RC: Oh, absolutely. Yeah. A lot of it, oddly enough, is because we don't have a drummer. Without a drummer, you're more apt to be welcomed into that traditional bluegrass festival camp. Once we start playing, it's as if there were a drummer because of the fundamentals and the "oomph" we play with. The traditionalists see us as a mandolin a guitar and a bass, but when we start playing, they're like, "Wow. That's a lot heavier." We are welcomed in, though, because of our instrumentation, and a lot of those songs go back to that storyteller tradition.

CP: A lot of families, particularly in the South, have a relative who's the family storyteller. Did you have one in your family?

RC: Yeah, that would have been my father. He was definitely that guy. So I guess, being the next generation, I just added music as the background to the stories or the ability to do that.

CP: Do you count him as one of your influences then, if perhaps not in a musical way?

RC: Absolutely, and you're the first person who's ever made me think of it that way.

CP: What are some of your favorite stories that didn't come from songs?

RC: Oh god, a bazillion of my father's. They weren't not traditional stories that were passed down from generation to generation, but the way he mispronounced words or things that happened to him and the way he would relay the story is something I'll try and mimic in generations to come when I tell stories.

I'll tell you one. He's funny as he can be.

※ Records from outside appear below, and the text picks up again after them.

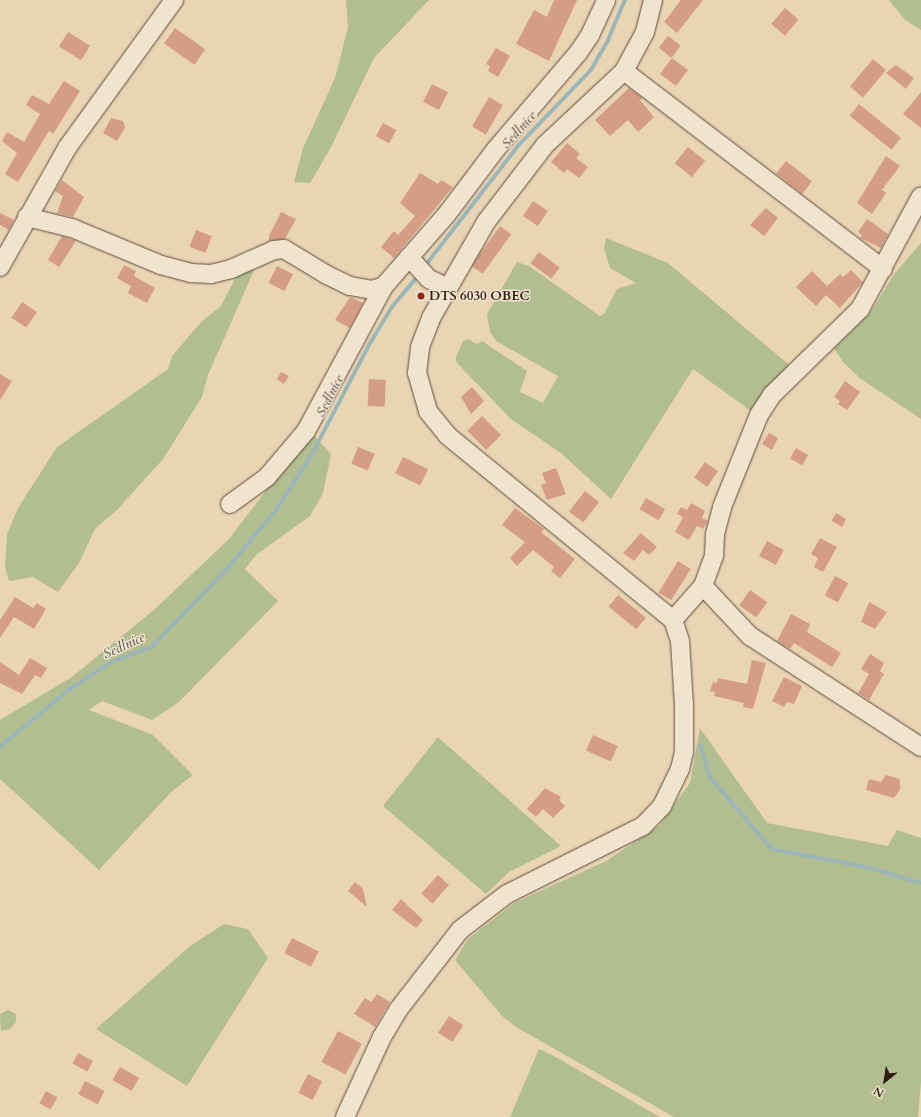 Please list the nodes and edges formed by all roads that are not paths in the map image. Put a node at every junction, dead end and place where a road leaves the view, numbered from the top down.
1 (174, 0) edge
2 (606, 0) edge
3 (653, 0) edge
4 (624, 71) junction
5 (921, 196) edge
6 (27, 217) junction
7 (411, 260) junction
8 (0, 267) edge
9 (883, 269) junction
10 (384, 286) junction
11 (446, 287) junction
12 (230, 504) dead end
13 (703, 586) junction
14 (673, 620) junction
15 (921, 747) edge
16 (345, 1117) edge

1 - 6 street
2 - 7 street
3 - 4 street
4 - 9 street
4 - 11 street
5 - 9 street
6 - 8 street
6 - 10 street
7 - 10 street
7 - 11 street
9 - 13 street
10 - 12 street
11 - 14 street
13 - 14 street
13 - 15 street
14 - 16 street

My brother is a graphic designer, and my father, when he was about 80 at the time, calls me up and goes "Oh my god, you're brother gone gay." I said, "What?" He said, "Yeah, I went down to his office, and he's got pictures of ding-dongs everywhere. Call him up and ask him if he's gone gay."

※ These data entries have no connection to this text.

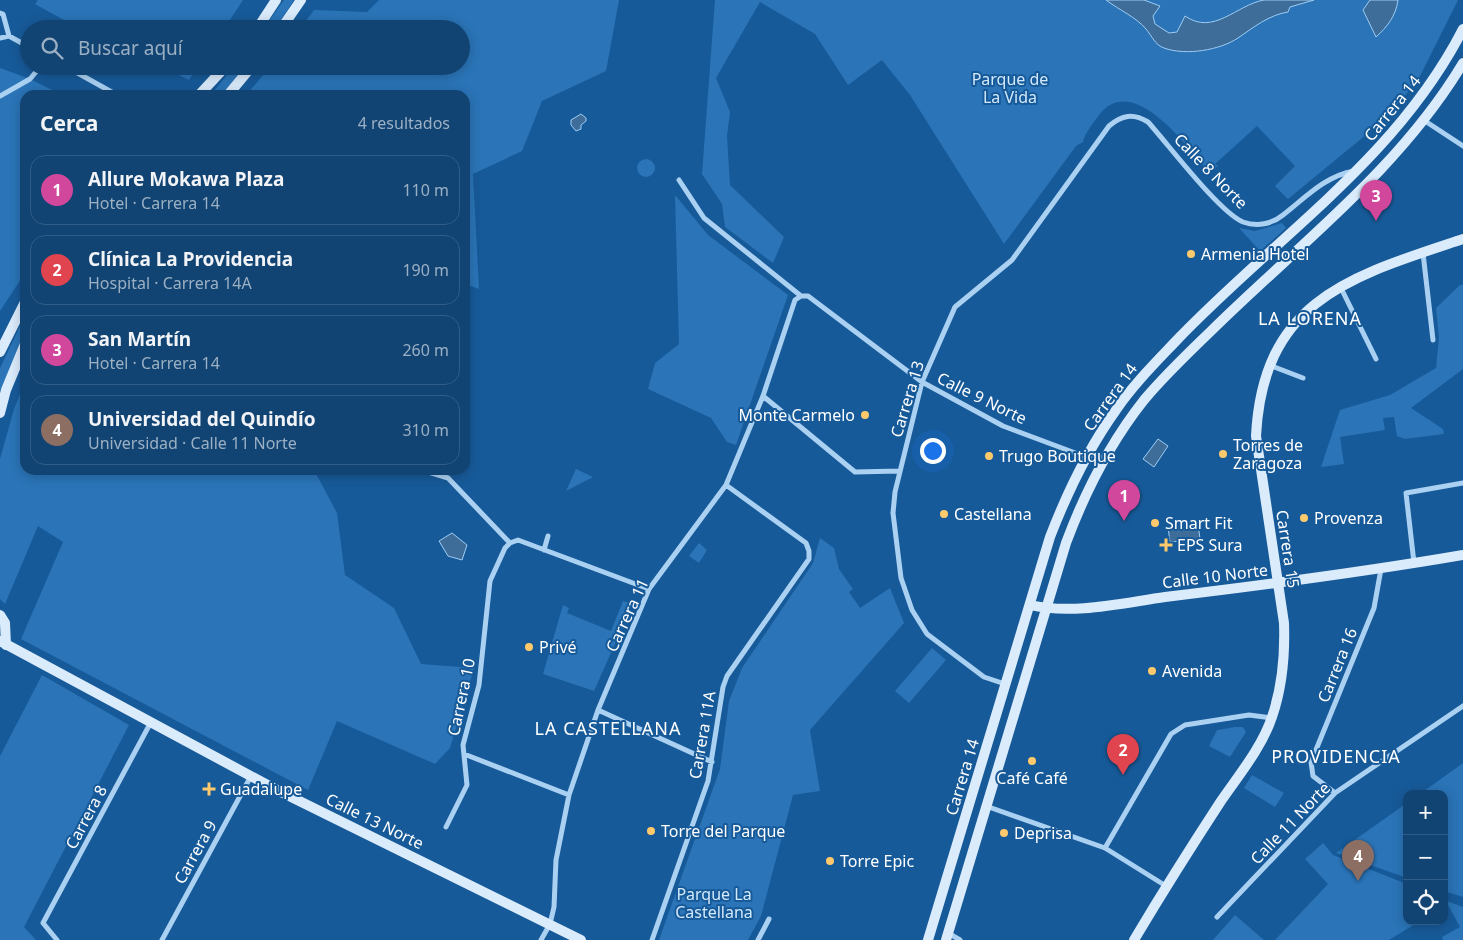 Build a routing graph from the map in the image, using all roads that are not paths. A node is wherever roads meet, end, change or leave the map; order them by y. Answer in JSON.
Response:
{"nodes":[{"id":1,"x":276,"y":0,"type":"edge"},
{"id":2,"x":301,"y":0,"type":"edge"},
{"id":3,"x":0,"y":13,"type":"edge"},
{"id":4,"x":263,"y":20,"type":"edge"},
{"id":5,"x":287,"y":20,"type":"edge"},
{"id":6,"x":1463,"y":29,"type":"edge"},
{"id":7,"x":9,"y":36,"type":"junction"},
{"id":8,"x":0,"y":38,"type":"edge"},
{"id":9,"x":20,"y":42,"type":"edge"},
{"id":10,"x":1463,"y":63,"type":"edge"},
{"id":11,"x":33,"y":75,"type":"edge"},
{"id":12,"x":81,"y":75,"type":"edge"},
{"id":13,"x":218,"y":75,"type":"edge"},
{"id":14,"x":245,"y":75,"type":"edge"},
{"id":15,"x":108,"y":90,"type":"edge"},
{"id":16,"x":204,"y":90,"type":"edge"},
{"id":17,"x":232,"y":90,"type":"edge"},
{"id":18,"x":0,"y":96,"type":"edge"},
{"id":19,"x":1128,"y":116,"type":"joint"},
{"id":20,"x":1425,"y":120,"type":"junction"},
{"id":21,"x":1463,"y":146,"type":"edge"},
{"id":22,"x":1359,"y":170,"type":"junction"},
{"id":23,"x":679,"y":180,"type":"dead end"},
{"id":24,"x":1463,"y":238,"type":"edge"},
{"id":25,"x":1423,"y":252,"type":"junction"},
{"id":26,"x":1340,"y":286,"type":"junction"},
{"id":27,"x":801,"y":296,"type":"junction"},
{"id":28,"x":20,"y":312,"type":"edge"},
{"id":29,"x":1433,"y":340,"type":"dead end"},
{"id":30,"x":0,"y":352,"type":"edge"},
{"id":31,"x":20,"y":356,"type":"edge"},
{"id":32,"x":1376,"y":359,"type":"dead end"},
{"id":33,"x":1269,"y":365,"type":"junction"},
{"id":34,"x":1304,"y":378,"type":"dead end"},
{"id":35,"x":922,"y":382,"type":"junction"},
{"id":36,"x":763,"y":396,"type":"junction"},
{"id":37,"x":0,"y":413,"type":"edge"},
{"id":38,"x":1087,"y":457,"type":"junction"},
{"id":39,"x":899,"y":471,"type":"junction"},
{"id":40,"x":438,"y":475,"type":"edge"},
{"id":41,"x":1463,"y":483,"type":"edge"},
{"id":42,"x":726,"y":485,"type":"junction"},
{"id":43,"x":548,"y":536,"type":"dead end"},
{"id":44,"x":510,"y":542,"type":"junction"},
{"id":45,"x":544,"y":550,"type":"junction"},
{"id":46,"x":1463,"y":555,"type":"edge"},
{"id":47,"x":1414,"y":563,"type":"junction"},
{"id":48,"x":1380,"y":569,"type":"junction"},
{"id":49,"x":1279,"y":583,"type":"junction"},
{"id":50,"x":649,"y":589,"type":"junction"},
{"id":51,"x":1030,"y":605,"type":"junction"},
{"id":52,"x":1046,"y":609,"type":"junction"},
{"id":53,"x":0,"y":615,"type":"edge"},
{"id":54,"x":3,"y":643,"type":"edge"},
{"id":55,"x":1006,"y":684,"type":"junction"},
{"id":56,"x":1463,"y":706,"type":"edge"},
{"id":57,"x":598,"y":710,"type":"junction"},
{"id":58,"x":1272,"y":718,"type":"junction"},
{"id":59,"x":150,"y":722,"type":"junction"},
{"id":60,"x":464,"y":754,"type":"junction"},
{"id":61,"x":712,"y":762,"type":"junction"},
{"id":62,"x":251,"y":776,"type":"junction"},
{"id":63,"x":1335,"y":793,"type":"junction"},
{"id":64,"x":569,"y":795,"type":"junction"},
{"id":65,"x":986,"y":806,"type":"junction"},
{"id":66,"x":446,"y":827,"type":"dead end"},
{"id":67,"x":1105,"y":848,"type":"junction"},
{"id":68,"x":1166,"y":886,"type":"junction"},
{"id":69,"x":1217,"y":917,"type":"dead end"},
{"id":70,"x":769,"y":919,"type":"dead end"},
{"id":71,"x":550,"y":924,"type":"junction"},
{"id":72,"x":947,"y":936,"type":"edge"},
{"id":73,"x":57,"y":940,"type":"edge"},
{"id":74,"x":162,"y":940,"type":"edge"},
{"id":75,"x":541,"y":940,"type":"edge"},
{"id":76,"x":581,"y":940,"type":"edge"},
{"id":77,"x":652,"y":940,"type":"edge"},
{"id":78,"x":758,"y":940,"type":"edge"},
{"id":79,"x":928,"y":940,"type":"edge"},
{"id":80,"x":960,"y":940,"type":"edge"},
{"id":81,"x":1134,"y":940,"type":"edge"}],
"edges":[{"from":1,"to":4,"type":"main road"},
{"from":2,"to":5,"type":"main road"},
{"from":3,"to":7,"type":"street"},
{"from":6,"to":22,"type":"main road","name":"Carrera 14"},
{"from":7,"to":8,"type":"street"},
{"from":7,"to":9,"type":"street"},
{"from":10,"to":20,"type":"main road","name":"Carrera 14"},
{"from":11,"to":18,"type":"street"},
{"from":12,"to":15,"type":"street"},
{"from":13,"to":16,"type":"main road"},
{"from":14,"to":17,"type":"main road"},
{"from":19,"to":22,"type":"street","name":"Calle 8 Norte"},
{"from":19,"to":35,"type":"street","name":"Carrera 13"},
{"from":20,"to":21,"type":"street"},
{"from":20,"to":52,"type":"main road","name":"Carrera 14"},
{"from":22,"to":38,"type":"main road","name":"Carrera 14"},
{"from":23,"to":27,"type":"street","name":"Calle 9 Norte"},
{"from":24,"to":25,"type":"main road","name":"Carrera 15"},
{"from":25,"to":26,"type":"main road","name":"Carrera 15"},
{"from":25,"to":29,"type":"street"},
{"from":26,"to":32,"type":"street"},
{"from":26,"to":33,"type":"main road","name":"Carrera 15"},
{"from":27,"to":35,"type":"street","name":"Calle 9 Norte"},
{"from":27,"to":36,"type":"street","name":"Carrera 11"},
{"from":28,"to":30,"type":"main road"},
{"from":31,"to":37,"type":"main road"},
{"from":33,"to":34,"type":"street"},
{"from":33,"to":49,"type":"main road","name":"Carrera 15"},
{"from":35,"to":38,"type":"street","name":"Calle 9 Norte"},
{"from":35,"to":39,"type":"street","name":"Carrera 13"},
{"from":36,"to":39,"type":"street"},
{"from":36,"to":42,"type":"street","name":"Carrera 11"},
{"from":38,"to":51,"type":"main road","name":"Carrera 14"},
{"from":39,"to":55,"type":"street","name":"Carrera 13"},
{"from":40,"to":44,"type":"street"},
{"from":41,"to":47,"type":"street"},
{"from":42,"to":50,"type":"street","name":"Carrera 11"},
{"from":42,"to":61,"type":"street","name":"Carrera 11A"},
{"from":43,"to":45,"type":"street"},
{"from":44,"to":45,"type":"street"},
{"from":44,"to":60,"type":"street","name":"Carrera 10"},
{"from":45,"to":50,"type":"street"},
{"from":46,"to":47,"type":"main road","name":"Calle 10 Norte"},
{"from":47,"to":48,"type":"main road","name":"Calle 10 Norte"},
{"from":48,"to":49,"type":"main road","name":"Calle 10 Norte"},
{"from":48,"to":63,"type":"street","name":"Carrera 16"},
{"from":49,"to":52,"type":"main road","name":"Calle 10 Norte"},
{"from":49,"to":58,"type":"main road","name":"Carrera 15"},
{"from":50,"to":57,"type":"street","name":"Carrera 11"},
{"from":51,"to":52,"type":"main road","name":"Calle 10 Norte"},
{"from":51,"to":55,"type":"main road","name":"Carrera 14"},
{"from":52,"to":65,"type":"main road","name":"Carrera 14"},
{"from":53,"to":54,"type":"main road"},
{"from":54,"to":59,"type":"main road","name":"Calle 13 Norte"},
{"from":55,"to":79,"type":"main road","name":"Carrera 14"},
{"from":56,"to":63,"type":"street","name":"Calle 11 Norte"},
{"from":57,"to":61,"type":"street"},
{"from":57,"to":64,"type":"street","name":"Carrera 11"},
{"from":58,"to":67,"type":"street"},
{"from":58,"to":68,"type":"main road","name":"Carrera 15"},
{"from":59,"to":62,"type":"main road","name":"Calle 13 Norte"},
{"from":59,"to":73,"type":"street","name":"Carrera 8"},
{"from":60,"to":64,"type":"street"},
{"from":60,"to":66,"type":"street","name":"Carrera 10"},
{"from":61,"to":77,"type":"street","name":"Carrera 11A"},
{"from":62,"to":71,"type":"main road","name":"Calle 13 Norte"},
{"from":62,"to":74,"type":"street","name":"Carrera 9"},
{"from":63,"to":69,"type":"street","name":"Calle 11 Norte"},
{"from":64,"to":71,"type":"street","name":"Carrera 11"},
{"from":65,"to":67,"type":"street"},
{"from":65,"to":72,"type":"main road","name":"Carrera 14"},
{"from":67,"to":68,"type":"street"},
{"from":68,"to":81,"type":"main road","name":"Carrera 15"},
{"from":70,"to":78,"type":"street"},
{"from":71,"to":75,"type":"street","name":"Carrera 11"},
{"from":71,"to":76,"type":"main road","name":"Calle 13 Norte"},
{"from":72,"to":80,"type":"street"}]}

So I called him up and explained the story to him, and he said, "No, I'm doing the illustrations for a penile implant company. He had pictures of penises all over the place, and my old man thought he'd gone gay. (Laughs.) I called my dad up, and he said, "Well, what'd he say?" and I said, "Yep. He's gone gay." (Laughs.) He was that guy.

I was playing a festival one time in front of 10,000 people, and he walked up to me and said, "Hey, come here." There are thousands of people out there, and eventually I just said "What?!" He said, "Get me a beer." (Laughs.) That was his him.

His stories were his own. Most of them made no sense, but you can't not repeat them as often as possible.

CP: How did Rollin' in the Hay actually get started?

RC: In the beginning of 1993, we had a touring band called Telluride that was really big in the South during the '70s and '80s. Like any good thing, we got tired of it, and it started to play itself out as a regular touring basis. We still play shows to this day, but as an off-shoot.

At the time, one of the other guys in Telluride and I said, "We gotta make some money."

He could play bluegrass guitar, so I said, "Let's start a little bluegrass band." All the agents were going, "That's crazy, no one is going to listen to that." Before long, it ate up the other band, and we started doing that full time. It formed in January or February of 1993 out of necessity.

CP: You often end up playing with jam bands or in jam festivals. Do you feel much of a connection to that music?

RC: Well, we draw that crowd, and it's not that there aren't a couple of songs where extend the soloing, but it's more songs than it is improvisation as far as jam is concerned. But the same crowd will come to see us.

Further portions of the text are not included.